▸ **AVAILABLE DATA**:
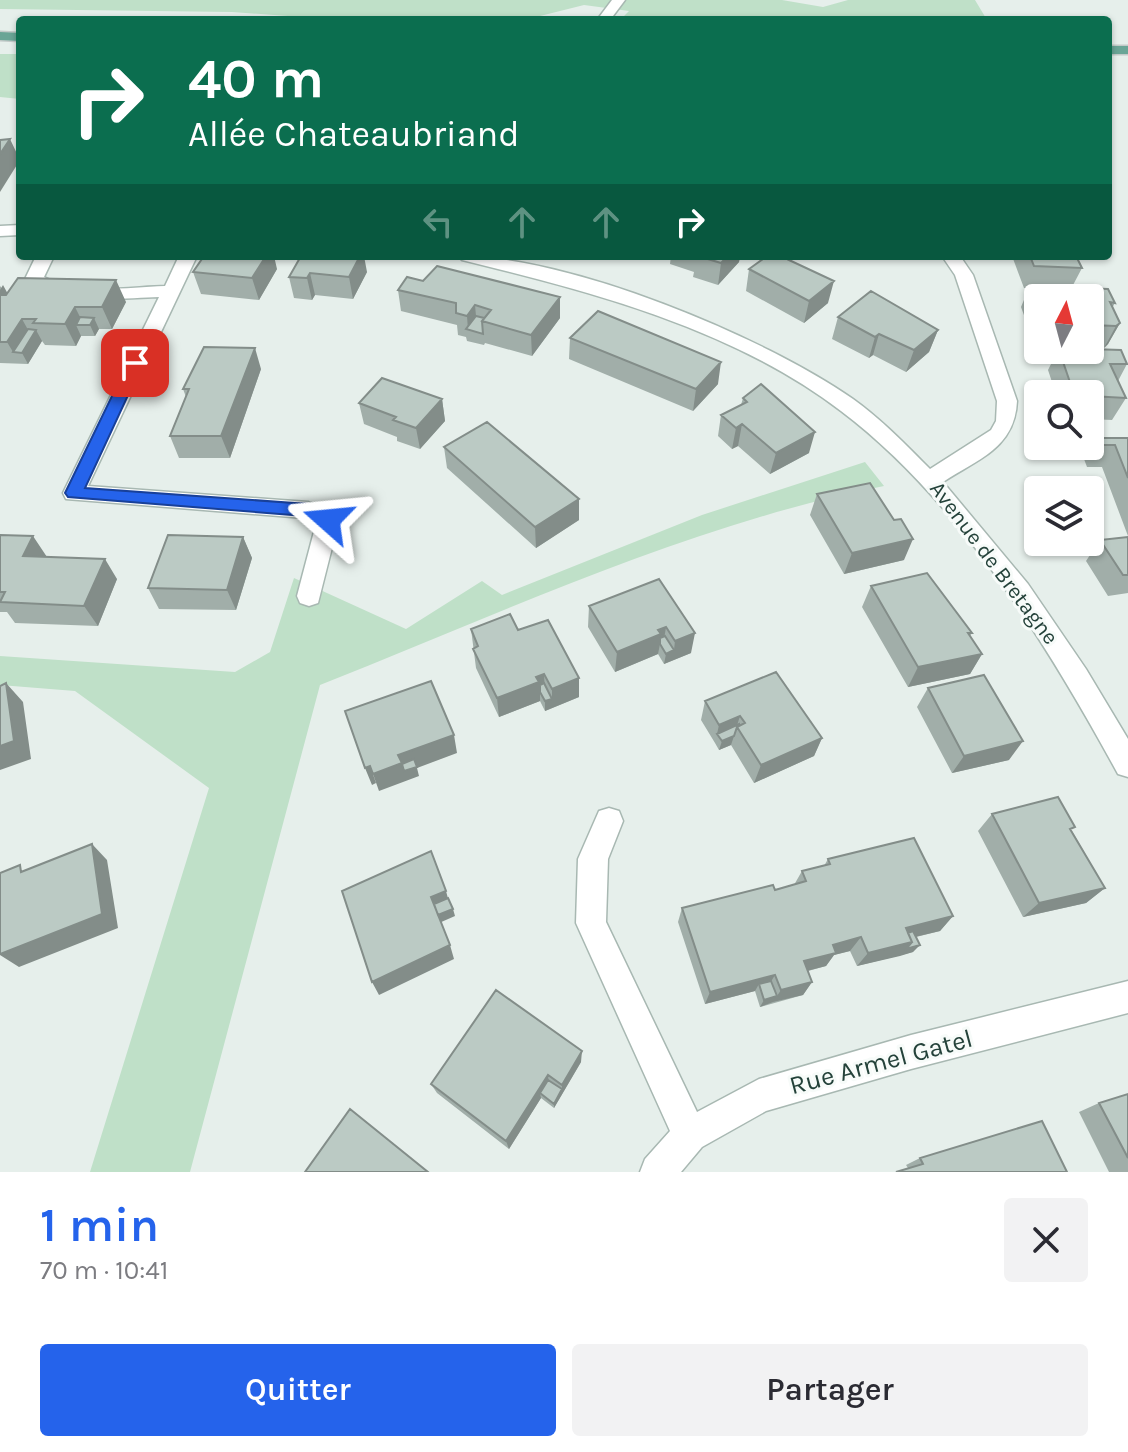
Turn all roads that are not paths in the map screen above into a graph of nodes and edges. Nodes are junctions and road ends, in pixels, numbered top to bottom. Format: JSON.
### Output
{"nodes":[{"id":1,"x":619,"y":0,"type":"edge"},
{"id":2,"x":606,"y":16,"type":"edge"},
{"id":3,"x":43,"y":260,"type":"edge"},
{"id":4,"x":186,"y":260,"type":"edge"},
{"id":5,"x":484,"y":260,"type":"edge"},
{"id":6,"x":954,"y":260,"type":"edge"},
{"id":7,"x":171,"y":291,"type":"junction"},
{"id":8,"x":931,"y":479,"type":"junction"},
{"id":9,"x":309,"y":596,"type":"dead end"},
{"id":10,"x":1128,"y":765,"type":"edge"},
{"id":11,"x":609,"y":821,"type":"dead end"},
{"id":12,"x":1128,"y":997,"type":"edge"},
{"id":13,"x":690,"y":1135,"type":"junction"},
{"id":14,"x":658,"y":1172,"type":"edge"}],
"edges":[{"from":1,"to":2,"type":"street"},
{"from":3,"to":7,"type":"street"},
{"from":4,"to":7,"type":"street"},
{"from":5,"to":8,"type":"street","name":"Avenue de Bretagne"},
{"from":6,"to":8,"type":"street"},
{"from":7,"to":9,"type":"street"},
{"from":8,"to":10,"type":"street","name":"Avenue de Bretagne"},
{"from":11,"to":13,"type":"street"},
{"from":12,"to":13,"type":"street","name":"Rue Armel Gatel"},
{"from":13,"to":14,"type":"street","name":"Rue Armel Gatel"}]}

* * *

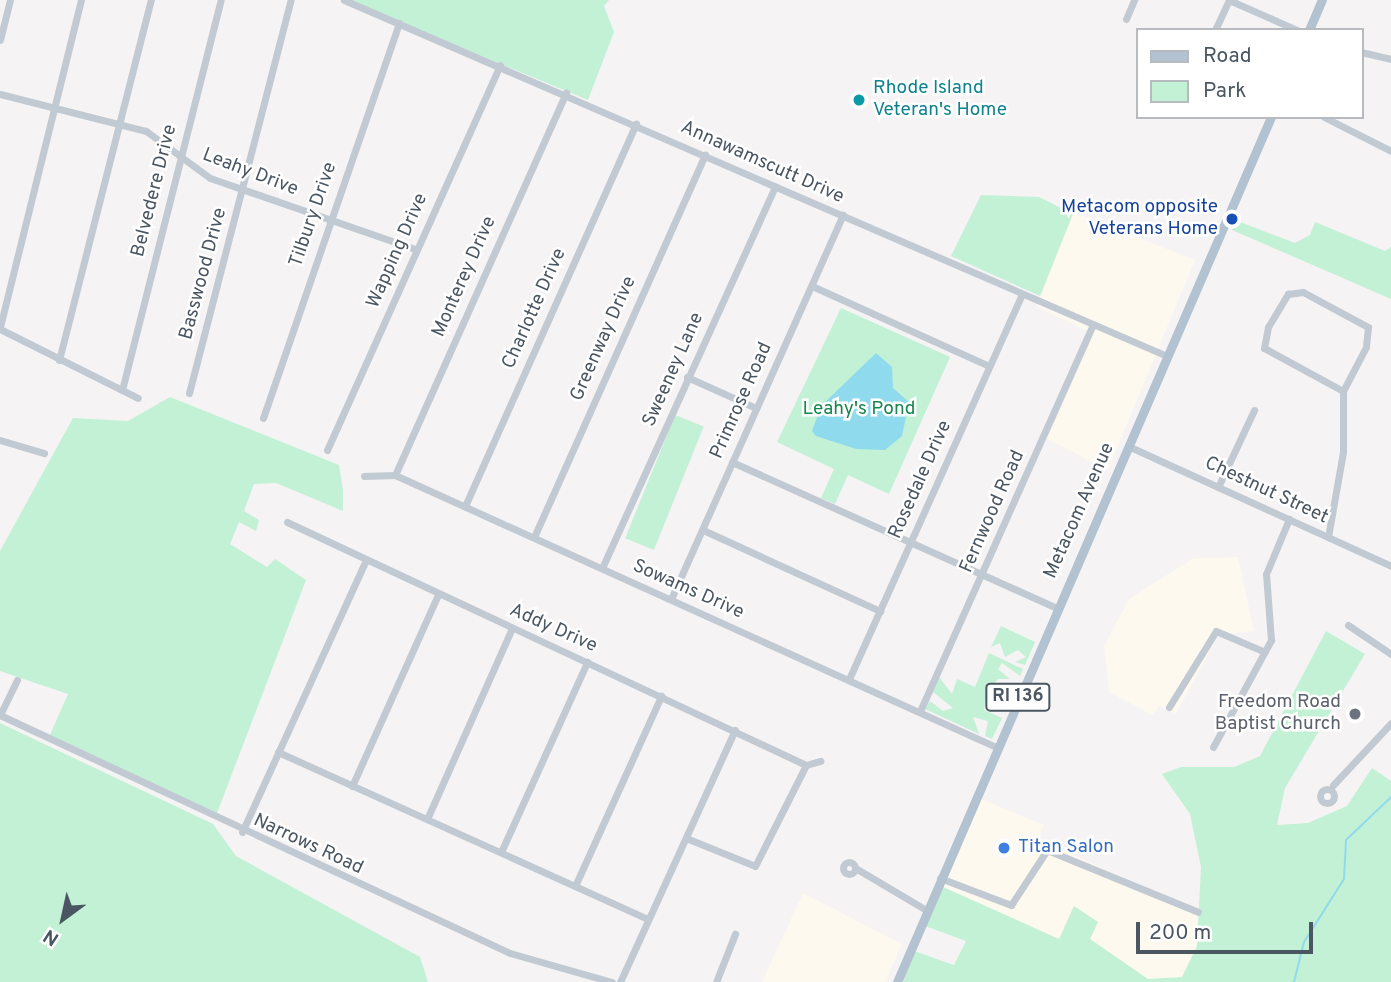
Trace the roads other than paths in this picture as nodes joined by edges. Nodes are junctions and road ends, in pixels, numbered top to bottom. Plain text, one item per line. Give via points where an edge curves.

▸ **WHAT TO WORK ON**: In the records above, how many lines include "numbered"? Answer with the number alone.

▸ **ANSWER BOX**: 2